## Task directions
Across the material below, how many lines contain the word "text"? Give only the number.

## Record excerpts
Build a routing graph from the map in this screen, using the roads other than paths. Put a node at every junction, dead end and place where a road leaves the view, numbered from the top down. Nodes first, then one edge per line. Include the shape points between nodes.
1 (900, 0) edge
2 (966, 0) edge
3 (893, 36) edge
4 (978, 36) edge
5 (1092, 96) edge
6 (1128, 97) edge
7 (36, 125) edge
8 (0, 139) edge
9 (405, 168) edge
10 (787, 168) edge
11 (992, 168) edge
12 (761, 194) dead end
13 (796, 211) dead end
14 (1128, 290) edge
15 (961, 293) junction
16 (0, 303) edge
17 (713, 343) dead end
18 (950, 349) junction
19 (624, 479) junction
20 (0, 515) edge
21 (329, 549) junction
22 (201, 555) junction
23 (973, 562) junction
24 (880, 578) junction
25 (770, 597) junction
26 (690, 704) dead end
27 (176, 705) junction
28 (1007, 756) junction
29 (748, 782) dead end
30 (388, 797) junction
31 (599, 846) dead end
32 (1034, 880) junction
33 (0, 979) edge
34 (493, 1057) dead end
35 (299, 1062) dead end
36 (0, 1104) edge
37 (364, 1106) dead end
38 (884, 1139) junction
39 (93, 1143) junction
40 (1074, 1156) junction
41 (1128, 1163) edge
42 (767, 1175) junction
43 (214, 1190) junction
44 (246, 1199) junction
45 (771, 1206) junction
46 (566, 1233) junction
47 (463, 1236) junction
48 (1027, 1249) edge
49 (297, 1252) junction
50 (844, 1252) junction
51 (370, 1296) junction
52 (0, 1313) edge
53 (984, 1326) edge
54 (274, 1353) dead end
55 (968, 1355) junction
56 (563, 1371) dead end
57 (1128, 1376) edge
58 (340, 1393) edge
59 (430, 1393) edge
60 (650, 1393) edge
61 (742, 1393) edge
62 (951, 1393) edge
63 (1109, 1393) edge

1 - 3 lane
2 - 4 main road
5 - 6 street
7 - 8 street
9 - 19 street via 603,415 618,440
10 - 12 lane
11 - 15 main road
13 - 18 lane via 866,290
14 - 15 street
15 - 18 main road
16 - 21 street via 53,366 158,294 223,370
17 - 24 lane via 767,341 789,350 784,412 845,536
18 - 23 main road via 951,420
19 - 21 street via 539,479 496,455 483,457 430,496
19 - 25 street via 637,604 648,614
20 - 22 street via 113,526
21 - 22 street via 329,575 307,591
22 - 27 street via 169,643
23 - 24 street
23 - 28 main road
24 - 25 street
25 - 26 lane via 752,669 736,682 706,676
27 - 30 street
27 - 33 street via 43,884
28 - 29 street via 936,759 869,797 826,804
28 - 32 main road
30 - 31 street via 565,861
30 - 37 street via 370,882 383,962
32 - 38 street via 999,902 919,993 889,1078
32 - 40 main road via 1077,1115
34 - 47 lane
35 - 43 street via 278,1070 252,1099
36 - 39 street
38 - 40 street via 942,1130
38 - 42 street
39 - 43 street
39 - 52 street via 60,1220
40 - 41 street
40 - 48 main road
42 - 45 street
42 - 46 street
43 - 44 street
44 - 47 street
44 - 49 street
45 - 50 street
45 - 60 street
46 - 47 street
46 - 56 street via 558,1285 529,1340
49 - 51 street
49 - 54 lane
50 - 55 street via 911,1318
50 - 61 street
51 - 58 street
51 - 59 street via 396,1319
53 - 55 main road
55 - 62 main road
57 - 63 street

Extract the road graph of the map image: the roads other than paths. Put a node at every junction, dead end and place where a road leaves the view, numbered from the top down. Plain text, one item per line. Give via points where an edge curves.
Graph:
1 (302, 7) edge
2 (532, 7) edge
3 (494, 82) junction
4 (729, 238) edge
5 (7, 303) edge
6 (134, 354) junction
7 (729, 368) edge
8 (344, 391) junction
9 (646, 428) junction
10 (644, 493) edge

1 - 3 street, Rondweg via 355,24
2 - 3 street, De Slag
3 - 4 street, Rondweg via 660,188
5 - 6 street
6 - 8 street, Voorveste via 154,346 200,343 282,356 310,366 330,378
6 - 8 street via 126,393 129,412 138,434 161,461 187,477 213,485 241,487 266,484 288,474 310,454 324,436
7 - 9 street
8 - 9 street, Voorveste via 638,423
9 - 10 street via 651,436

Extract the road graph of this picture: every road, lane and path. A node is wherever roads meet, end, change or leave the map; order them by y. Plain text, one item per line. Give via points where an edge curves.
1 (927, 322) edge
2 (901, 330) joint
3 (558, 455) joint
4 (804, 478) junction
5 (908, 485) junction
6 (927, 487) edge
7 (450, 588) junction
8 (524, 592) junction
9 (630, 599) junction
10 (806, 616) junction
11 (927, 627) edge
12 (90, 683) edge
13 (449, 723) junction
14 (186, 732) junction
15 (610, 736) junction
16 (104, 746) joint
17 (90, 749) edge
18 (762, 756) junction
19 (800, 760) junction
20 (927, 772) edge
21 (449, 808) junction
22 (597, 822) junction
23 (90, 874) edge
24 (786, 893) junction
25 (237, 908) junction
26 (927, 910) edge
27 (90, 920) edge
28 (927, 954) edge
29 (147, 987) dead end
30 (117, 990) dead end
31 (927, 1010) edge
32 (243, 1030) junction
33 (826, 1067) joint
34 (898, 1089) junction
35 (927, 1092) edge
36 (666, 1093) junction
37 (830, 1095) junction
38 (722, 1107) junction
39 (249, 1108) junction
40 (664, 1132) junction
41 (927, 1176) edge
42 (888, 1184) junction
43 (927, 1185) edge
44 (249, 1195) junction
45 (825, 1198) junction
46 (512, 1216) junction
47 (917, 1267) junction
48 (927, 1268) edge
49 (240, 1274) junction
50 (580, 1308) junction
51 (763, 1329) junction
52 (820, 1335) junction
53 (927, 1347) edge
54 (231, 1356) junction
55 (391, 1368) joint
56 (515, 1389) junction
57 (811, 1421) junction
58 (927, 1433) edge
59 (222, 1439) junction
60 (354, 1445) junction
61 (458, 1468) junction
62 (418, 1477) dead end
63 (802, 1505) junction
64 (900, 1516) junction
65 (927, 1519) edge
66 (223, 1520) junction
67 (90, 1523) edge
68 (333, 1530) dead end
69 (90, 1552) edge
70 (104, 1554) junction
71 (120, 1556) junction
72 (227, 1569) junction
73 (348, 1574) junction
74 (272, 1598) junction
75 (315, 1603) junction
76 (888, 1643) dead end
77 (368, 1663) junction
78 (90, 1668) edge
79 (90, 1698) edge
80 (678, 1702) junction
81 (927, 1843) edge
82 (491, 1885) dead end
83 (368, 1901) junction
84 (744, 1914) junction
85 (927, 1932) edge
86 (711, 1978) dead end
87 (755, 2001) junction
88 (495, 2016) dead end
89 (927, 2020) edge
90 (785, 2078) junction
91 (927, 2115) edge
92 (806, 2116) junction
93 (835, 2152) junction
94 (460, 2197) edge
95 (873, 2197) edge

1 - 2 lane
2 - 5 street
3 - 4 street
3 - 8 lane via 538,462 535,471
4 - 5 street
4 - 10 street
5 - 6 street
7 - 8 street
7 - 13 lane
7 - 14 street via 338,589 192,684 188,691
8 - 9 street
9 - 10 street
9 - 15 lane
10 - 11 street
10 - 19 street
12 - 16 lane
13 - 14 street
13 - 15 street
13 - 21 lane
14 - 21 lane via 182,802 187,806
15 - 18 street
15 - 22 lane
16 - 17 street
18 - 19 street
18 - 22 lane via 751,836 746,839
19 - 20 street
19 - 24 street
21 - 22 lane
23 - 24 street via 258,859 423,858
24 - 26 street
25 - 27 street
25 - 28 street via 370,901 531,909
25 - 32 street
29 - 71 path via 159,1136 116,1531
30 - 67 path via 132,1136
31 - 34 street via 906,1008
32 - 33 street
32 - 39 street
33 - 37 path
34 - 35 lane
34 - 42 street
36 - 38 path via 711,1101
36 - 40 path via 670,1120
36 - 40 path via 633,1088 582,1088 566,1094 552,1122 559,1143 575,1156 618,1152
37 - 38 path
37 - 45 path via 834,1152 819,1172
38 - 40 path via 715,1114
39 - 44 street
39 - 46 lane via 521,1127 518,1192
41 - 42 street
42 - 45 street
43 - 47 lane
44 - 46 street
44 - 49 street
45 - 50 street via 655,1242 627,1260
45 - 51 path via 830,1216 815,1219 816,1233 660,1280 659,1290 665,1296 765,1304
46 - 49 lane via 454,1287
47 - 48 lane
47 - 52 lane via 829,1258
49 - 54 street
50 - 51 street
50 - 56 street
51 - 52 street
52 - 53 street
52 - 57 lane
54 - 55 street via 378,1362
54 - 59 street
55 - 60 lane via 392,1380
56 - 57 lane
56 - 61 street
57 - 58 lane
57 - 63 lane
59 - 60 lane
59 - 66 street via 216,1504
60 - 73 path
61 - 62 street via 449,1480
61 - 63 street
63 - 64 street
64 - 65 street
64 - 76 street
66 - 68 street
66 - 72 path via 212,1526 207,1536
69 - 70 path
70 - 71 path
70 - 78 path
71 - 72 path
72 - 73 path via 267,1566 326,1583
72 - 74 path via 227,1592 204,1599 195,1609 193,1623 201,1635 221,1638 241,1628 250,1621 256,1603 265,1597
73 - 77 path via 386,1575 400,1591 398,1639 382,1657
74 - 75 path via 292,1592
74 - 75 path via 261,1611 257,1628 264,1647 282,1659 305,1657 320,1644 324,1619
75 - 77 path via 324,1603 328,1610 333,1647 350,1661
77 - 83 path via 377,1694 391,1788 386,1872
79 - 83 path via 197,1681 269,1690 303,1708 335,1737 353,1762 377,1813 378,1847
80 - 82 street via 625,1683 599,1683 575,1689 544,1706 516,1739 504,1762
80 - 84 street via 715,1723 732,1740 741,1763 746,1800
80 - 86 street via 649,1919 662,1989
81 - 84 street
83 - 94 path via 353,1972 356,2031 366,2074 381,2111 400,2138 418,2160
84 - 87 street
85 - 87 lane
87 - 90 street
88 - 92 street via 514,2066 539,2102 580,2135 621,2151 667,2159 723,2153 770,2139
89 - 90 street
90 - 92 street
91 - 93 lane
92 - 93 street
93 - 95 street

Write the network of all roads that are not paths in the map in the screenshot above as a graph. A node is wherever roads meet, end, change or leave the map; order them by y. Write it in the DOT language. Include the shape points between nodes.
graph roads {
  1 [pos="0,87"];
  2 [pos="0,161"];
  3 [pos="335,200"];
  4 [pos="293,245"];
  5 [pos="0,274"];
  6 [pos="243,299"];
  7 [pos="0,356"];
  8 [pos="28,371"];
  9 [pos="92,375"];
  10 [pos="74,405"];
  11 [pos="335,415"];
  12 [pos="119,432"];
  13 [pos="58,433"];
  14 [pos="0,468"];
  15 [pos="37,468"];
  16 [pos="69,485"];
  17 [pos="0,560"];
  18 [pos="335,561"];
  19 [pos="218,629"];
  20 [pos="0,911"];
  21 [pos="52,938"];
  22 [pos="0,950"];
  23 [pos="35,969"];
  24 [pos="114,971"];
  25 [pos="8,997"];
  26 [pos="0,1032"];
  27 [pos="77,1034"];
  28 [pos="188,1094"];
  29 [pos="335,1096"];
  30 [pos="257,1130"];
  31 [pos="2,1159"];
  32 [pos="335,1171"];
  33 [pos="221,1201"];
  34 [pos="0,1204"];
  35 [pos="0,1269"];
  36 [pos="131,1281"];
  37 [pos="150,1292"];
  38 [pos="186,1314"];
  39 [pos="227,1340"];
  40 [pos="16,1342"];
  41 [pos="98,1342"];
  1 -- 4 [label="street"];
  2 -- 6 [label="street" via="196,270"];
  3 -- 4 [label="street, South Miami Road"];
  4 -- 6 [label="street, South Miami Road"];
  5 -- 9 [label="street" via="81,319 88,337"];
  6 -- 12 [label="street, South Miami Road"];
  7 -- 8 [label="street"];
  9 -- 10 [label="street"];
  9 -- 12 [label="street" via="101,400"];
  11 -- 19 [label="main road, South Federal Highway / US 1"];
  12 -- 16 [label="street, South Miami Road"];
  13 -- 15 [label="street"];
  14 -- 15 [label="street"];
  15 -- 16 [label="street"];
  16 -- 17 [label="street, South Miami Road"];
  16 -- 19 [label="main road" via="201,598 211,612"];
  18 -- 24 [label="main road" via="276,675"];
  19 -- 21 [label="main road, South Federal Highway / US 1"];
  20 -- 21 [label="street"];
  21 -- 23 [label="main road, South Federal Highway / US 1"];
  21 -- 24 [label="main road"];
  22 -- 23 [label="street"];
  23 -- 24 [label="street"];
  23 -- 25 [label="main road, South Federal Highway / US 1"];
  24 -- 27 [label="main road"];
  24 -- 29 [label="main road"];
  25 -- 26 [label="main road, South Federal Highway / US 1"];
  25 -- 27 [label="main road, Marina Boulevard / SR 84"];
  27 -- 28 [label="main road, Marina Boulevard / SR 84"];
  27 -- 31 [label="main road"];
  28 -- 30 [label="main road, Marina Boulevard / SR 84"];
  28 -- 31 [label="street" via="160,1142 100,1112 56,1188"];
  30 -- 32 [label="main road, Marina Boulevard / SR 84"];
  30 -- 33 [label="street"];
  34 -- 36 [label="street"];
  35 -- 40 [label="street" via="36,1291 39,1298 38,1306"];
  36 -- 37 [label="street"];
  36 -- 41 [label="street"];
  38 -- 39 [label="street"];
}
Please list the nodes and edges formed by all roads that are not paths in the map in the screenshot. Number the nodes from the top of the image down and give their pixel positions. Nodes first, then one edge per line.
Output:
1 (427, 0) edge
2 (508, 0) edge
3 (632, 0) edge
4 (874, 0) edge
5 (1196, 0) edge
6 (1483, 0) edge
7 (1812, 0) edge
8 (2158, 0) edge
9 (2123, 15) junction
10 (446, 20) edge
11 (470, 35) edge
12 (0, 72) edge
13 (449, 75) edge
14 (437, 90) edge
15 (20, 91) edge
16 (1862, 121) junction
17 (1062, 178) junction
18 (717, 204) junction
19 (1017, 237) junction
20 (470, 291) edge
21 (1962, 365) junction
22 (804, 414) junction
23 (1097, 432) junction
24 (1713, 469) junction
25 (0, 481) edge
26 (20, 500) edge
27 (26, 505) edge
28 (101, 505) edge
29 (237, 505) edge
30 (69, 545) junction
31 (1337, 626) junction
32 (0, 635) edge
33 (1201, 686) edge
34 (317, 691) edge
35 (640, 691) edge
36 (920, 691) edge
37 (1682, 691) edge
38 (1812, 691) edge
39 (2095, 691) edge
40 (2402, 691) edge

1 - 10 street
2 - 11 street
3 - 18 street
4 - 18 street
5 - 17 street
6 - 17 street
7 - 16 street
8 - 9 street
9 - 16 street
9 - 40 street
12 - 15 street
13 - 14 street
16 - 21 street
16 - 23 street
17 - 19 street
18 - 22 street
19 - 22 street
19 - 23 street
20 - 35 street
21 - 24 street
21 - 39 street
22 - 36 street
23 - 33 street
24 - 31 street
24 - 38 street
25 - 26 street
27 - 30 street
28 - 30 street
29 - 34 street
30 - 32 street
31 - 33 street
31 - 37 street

## Solution for this exercise
2